While some of us spent the pandemic lockdown drinking Chardonnay and bingeing true-crime documentaries, Diana Ross, 77, once again proved why she’s been a legend for nearly six decades: Stuck at home, the Motown hitmaker wrote and recorded her twenty-fifth studio album. Thank You (out Nov. 5) is her first album of original material since 1999’s Every Day Is a New Day, and you can listen to her comeback single, also entitled “Thank You,” now.
As Ross prepares for a 2022 concert tour across the U.K., there’s no better time to look back at her 10 most fabulous onscreen moments — and then crank up the volume on our playlist of her fiercest hits.
The Supremes — Ross, Mary Wilson and replacement member Cindy Birdsong (81) — teamed up with their Motown labelmates, the Temptations, for this primetime musical revue, with a setlist that featured songs from each group, ’60s pop hits (“Eleanor Rigby,” “Mrs. Robinson”) and show tunes of the era. A soundtrack album hit No. 1 on the Billboard Top 200 chart, and the special spawned a 1969 follow-up, G.I.T. on Broadway, which earned Bob Mackie (82) an Emmy for his costumes.
The Most Supreme Moment: When Ross performs an extended African dance solo, wearing brightly patterned costumes and headdresses. Watch the dance here.
Where to Watch: You can find clips on YouTube.
Four years before she starred in her first film, Lady Sings the Blues, Ross made her acting debut, alongside Wilson and Birdsong in the 1960s TV adaptation of the Edgar Rice Burroughs adventure classic. The Motown stars played against type as a trio of nuns who return to the home village of Sister Therese (Ross) to build a hospital and deliver medicine. Keep your eyes peeled for a young James Earl Jones, 90, who plays a tribal chieftain!
The Most Supreme Moment: When the nuns sing “Michael Row the Boat Ashore” as they literally row to shore on a hippopotamus-filled river.
Where to Watch: You can find clips on YouTube or buy the DVD on Amazon Prime.
Lady Sings the Blues (1972)
It’s hard to imagine that this harrowing Billie Holiday biopic was Ross’ screen debut, because she’s such an immediately magnetic leading lady.

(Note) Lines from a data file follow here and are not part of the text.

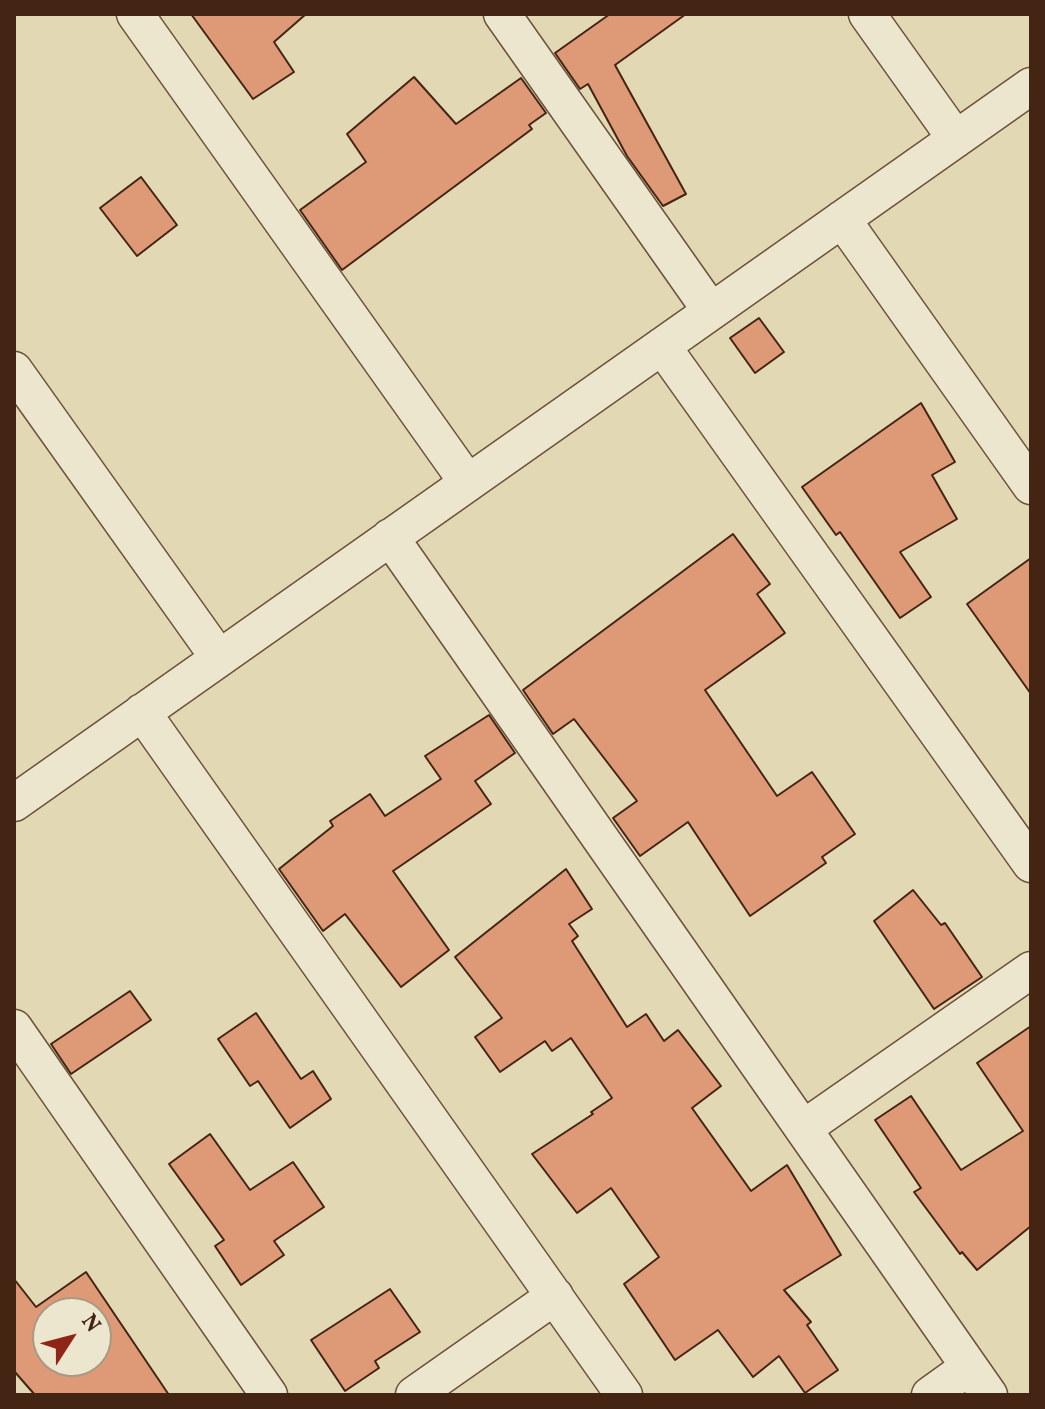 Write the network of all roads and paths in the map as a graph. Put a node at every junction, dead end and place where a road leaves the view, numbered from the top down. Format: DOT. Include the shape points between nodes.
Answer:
graph roads {
  1 [pos="135,14"];
  2 [pos="502,14"];
  3 [pos="867,14"];
  4 [pos="1031,86"];
  5 [pos="956,139"];
  6 [pos="842,219"];
  7 [pos="711,311"];
  8 [pos="662,346"];
  9 [pos="14,370"];
  10 [pos="468,483"];
  11 [pos="1031,486"];
  12 [pos="390,537"];
  13 [pos="219,658"];
  14 [pos="142,712"];
  15 [pos="14,803"];
  16 [pos="1031,864"];
  17 [pos="1031,970"];
  18 [pos="14,1028"];
  19 [pos="804,1128"];
  20 [pos="555,1296"];
  21 [pos="979,1381"];
  22 [pos="269,1395"];
  23 [pos="414,1395"];
  24 [pos="624,1395"];
  25 [pos="930,1395"];
  1 -- 10 [label="street"];
  2 -- 7 [label="street"];
  3 -- 5 [label="street"];
  4 -- 5 [label="street"];
  5 -- 6 [label="street"];
  6 -- 7 [label="street"];
  6 -- 11 [label="street"];
  7 -- 8 [label="street"];
  8 -- 10 [label="street"];
  8 -- 16 [label="street"];
  9 -- 13 [label="street"];
  10 -- 12 [label="street"];
  12 -- 13 [label="street"];
  12 -- 19 [label="street"];
  13 -- 14 [label="street"];
  14 -- 15 [label="street"];
  14 -- 20 [label="street"];
  17 -- 19 [label="street"];
  18 -- 22 [label="street"];
  19 -- 21 [label="street"];
  20 -- 23 [label="street"];
  20 -- 24 [label="street"];
  21 -- 25 [label="street"];
}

She had to sing, play different ages and pretend to be strung out on heroin, and she earned a best actress Oscar nomination for the role. Vincent Canby of the New York Times called her “an actress of exceptional beauty and wit,” while Roger Ebert declared that Ross had given “one of the great performances of 1972.”
The Most Supreme Moment: When Ross as Holiday sings “God Bless the Child” at Carnegie Hall.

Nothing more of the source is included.